Il est rare qu’un dirigeant avoue que la cybersécurité l’empêche de dormir.

Cybersécurité dirigeants : pourquoi Ian Stuart (HSBC) dit qu’elle l’empêche de dormir

Il est rare qu’un dirigeant reconnaisse publiquement que la cybersécurité l’empêche de dormir.
Et pourtant, Ian Stuart, CEO de HSBC UK, l’a fait. Sans détour, il a affirmé :
"Le risque d’une cyberattaque me tient éveillé la nuit."

Quand le risque cyber dépasse la technique

Au premier abord, on pourrait penser que le secteur bancaire est parmi les plus régulés, préparés et surveillés. Cependant, les attaques, elles, ne s’arrêtent jamais. En effet, elles deviennent non seulement plus sophistiquées, mais aussi plus ciblées. Ainsi, elles exploitent tour à tour la faille humaine, la faille technique et parfois même la faille de gouvernance.

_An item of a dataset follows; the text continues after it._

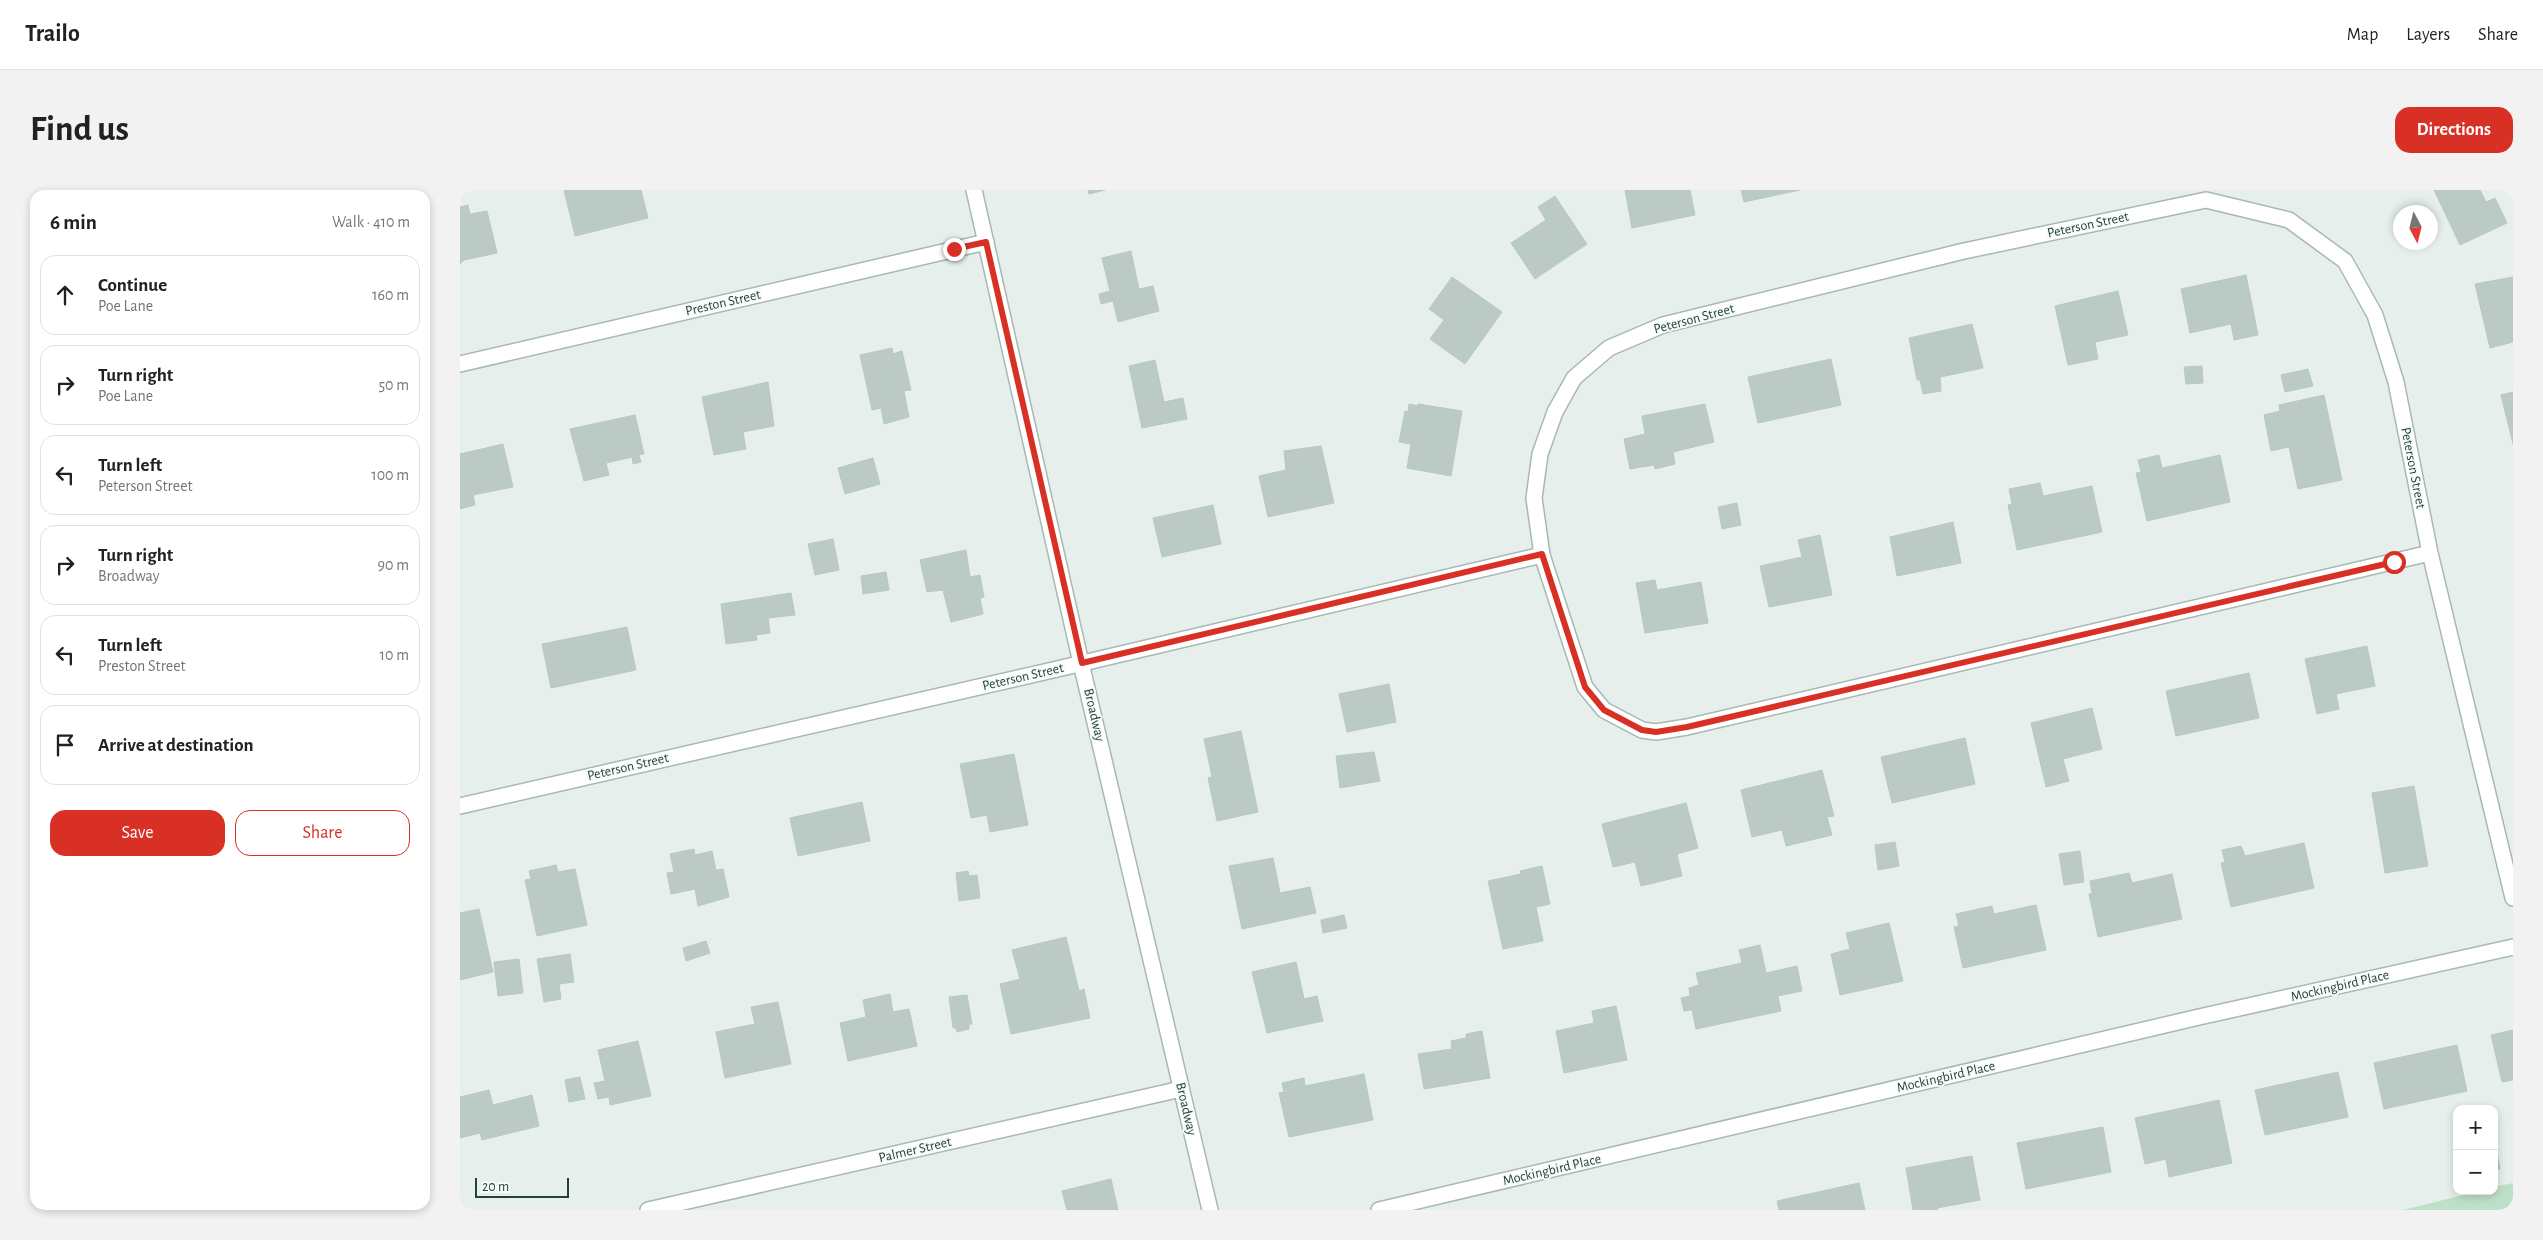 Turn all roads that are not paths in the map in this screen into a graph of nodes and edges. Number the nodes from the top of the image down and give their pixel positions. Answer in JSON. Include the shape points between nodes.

Par conséquent, pour une banque, l’enjeu est systémique :

  • d’une part, il faut garantir aux particuliers qu’ils pourront payer ;

  • d’autre part, il faut assurer aux entreprises qu’elles pourront encaisser.
    Autrement dit, une attaque bien placée peut ébranler tout un système économique.

Un témoignage qui dépasse la finance

Il ne s’agit donc pas d’un simple effet de communication, mais bien d’un constat lucide. De plus, le fait qu’un dirigeant ose le partager publiquement change la donne. En effet, ce message dépasse largement le cadre bancaire et doit interpeller l’ensemble des secteurs.

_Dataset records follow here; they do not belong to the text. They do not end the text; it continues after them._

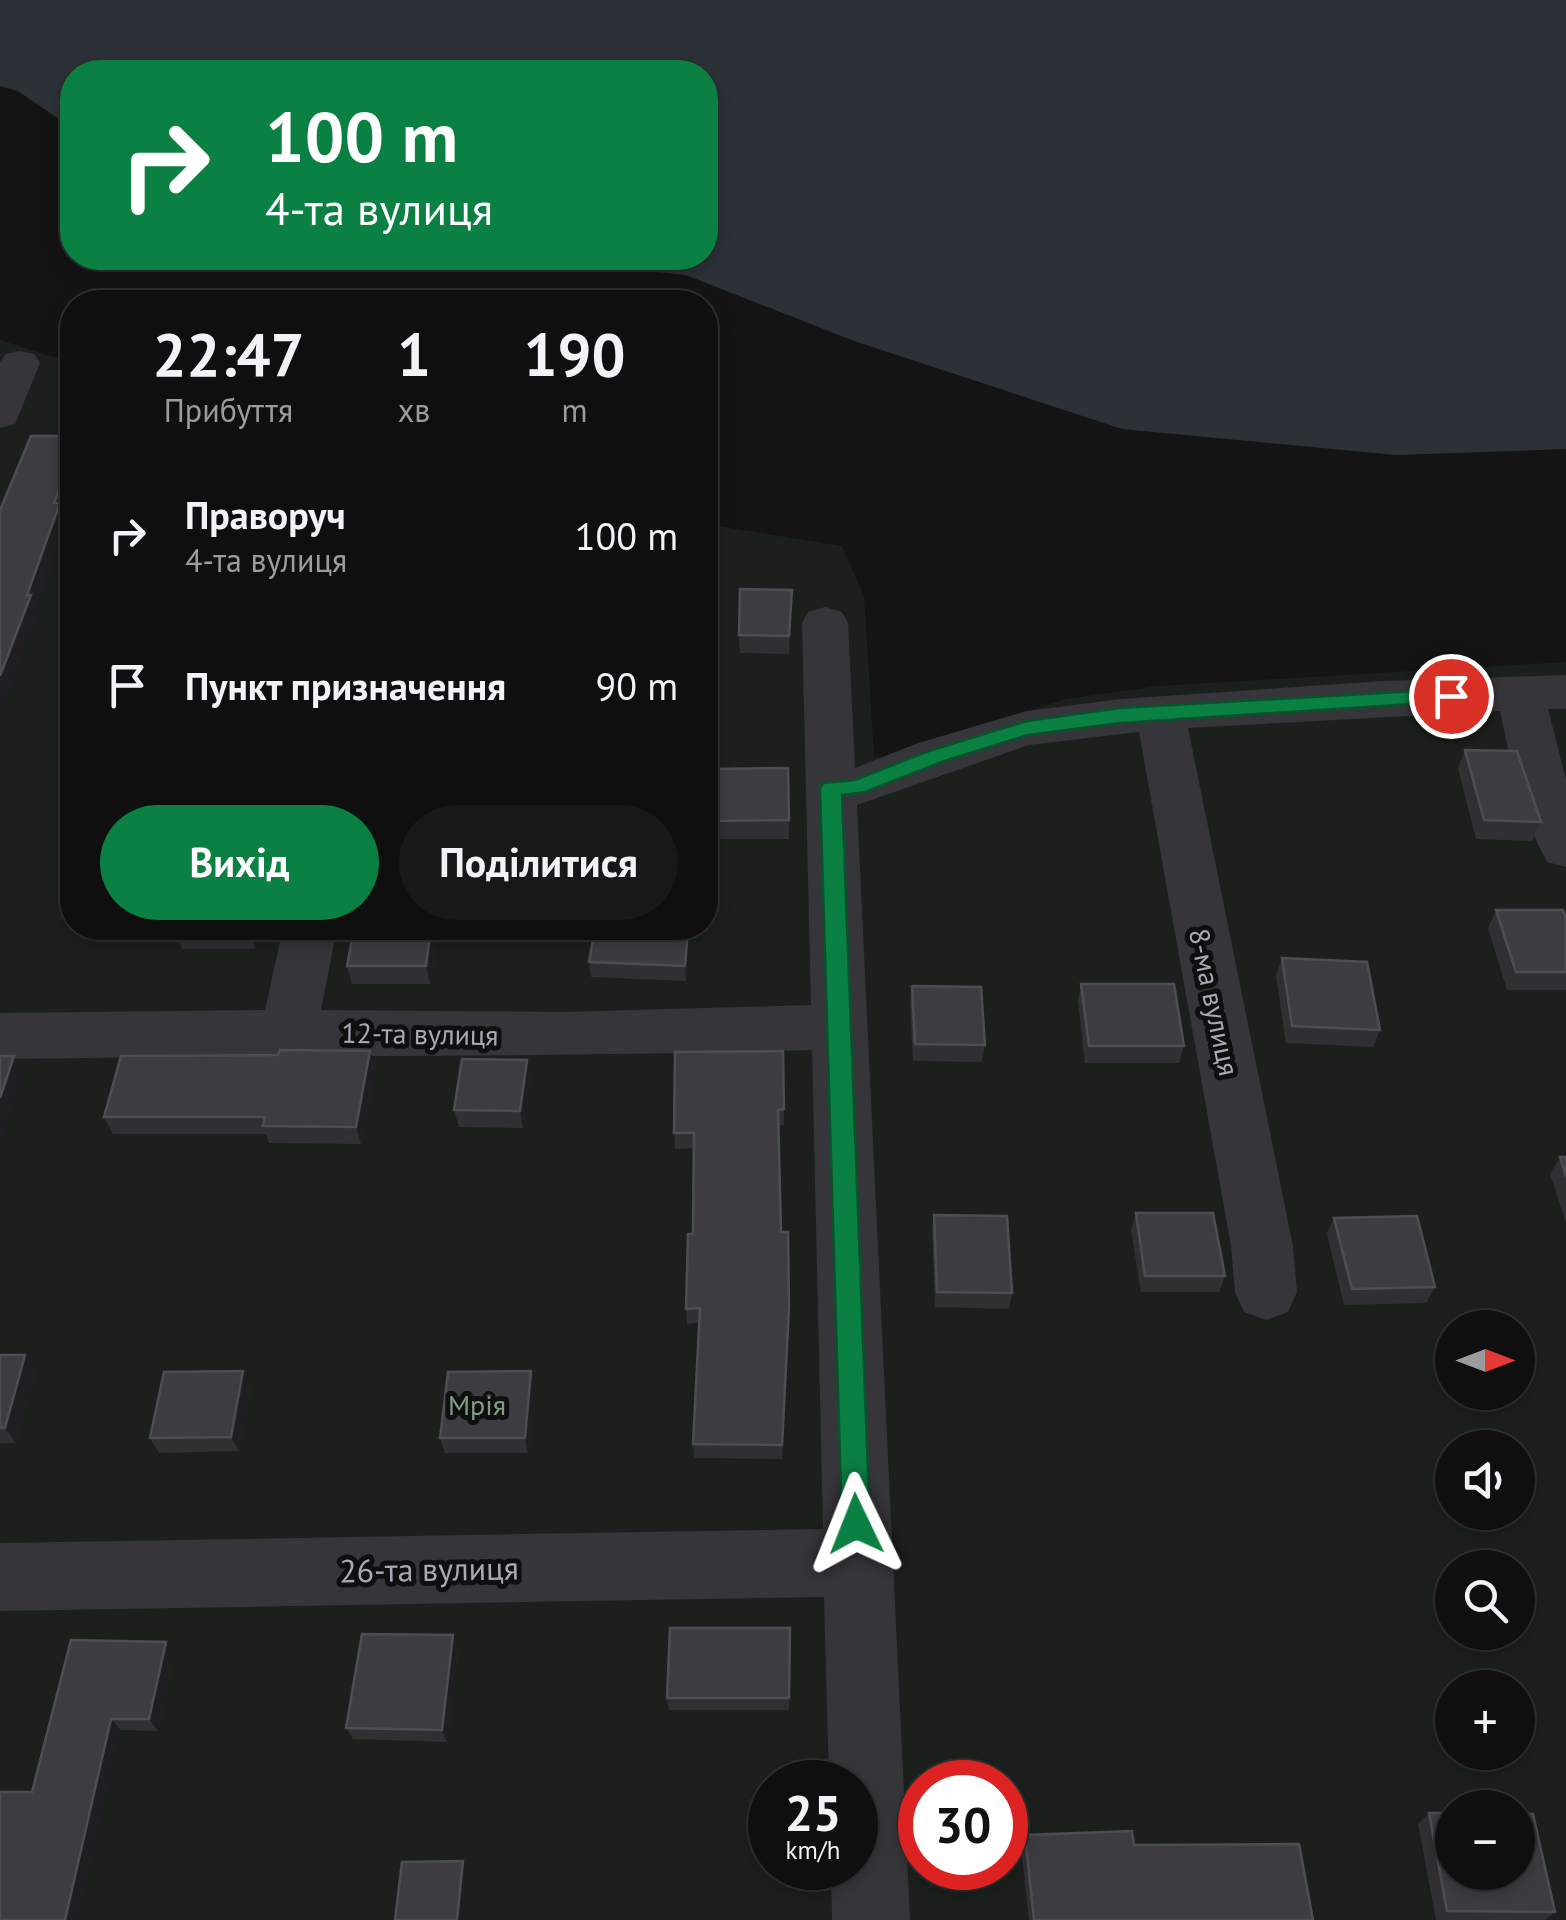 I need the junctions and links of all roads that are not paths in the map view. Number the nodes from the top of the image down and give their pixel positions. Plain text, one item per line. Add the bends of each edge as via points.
1 (20, 364) dead end
2 (0, 416) edge
3 (825, 623) dead end
4 (1543, 693) edge
5 (1162, 712) junction
6 (831, 788) junction
7 (1566, 848) edge
8 (307, 940) edge
9 (839, 1027) junction
10 (288, 1032) junction
11 (0, 1036) edge
12 (1266, 1292) dead end
13 (857, 1562) junction
14 (0, 1577) edge
15 (871, 1920) edge

1 - 2 street
3 - 6 street
4 - 5 street
4 - 7 street via 1537,752
5 - 6 street via 1027,728 857,787
5 - 12 street, 8-ма вулиця
6 - 9 street
8 - 10 street
9 - 10 street, 12-та вулиця via 564,1036
9 - 13 street
10 - 11 street, 12-та вулиця
13 - 14 street, 26-та вулиця
13 - 15 street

👉 Toutes les entreprises, quelle que soit leur taille, sont concernées par le cyber risk management.
👉 Par ailleurs, tous les COMEX devraient inscrire la cybersécurité dans leurs priorités stratégiques.

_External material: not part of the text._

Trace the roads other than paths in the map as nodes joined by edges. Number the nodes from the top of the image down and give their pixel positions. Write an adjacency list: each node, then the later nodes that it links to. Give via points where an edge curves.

Ainsi, la cybersécurité n’est pas uniquement une question technique. Au contraire, elle devient une question de leadership, de responsabilité légale des administrateurs et de cyber governance.

Conclusion : la cybersécurité, un sujet de leadership collectif

En définitive, la prise de parole de Ian Stuart rappelle une évidence : la cybersécurité n’est pas seulement l’affaire d’experts. Au contraire, c’est une responsabilité collective qui engage la direction au plus haut niveau.

🎯 Lorsqu’un dirigeant assume ce discours, il montre l’exemple.
🎯 Et lorsqu’un COMEX s’en saisit, il construit une véritable résilience organisationnelle.

👉 Pour aller plus loin, découvrez aussi notre article : Cybersécurité et gouvernance : un enjeu stratégique pour les COMEX.


Le cyber n’est pas technique. C’est politique !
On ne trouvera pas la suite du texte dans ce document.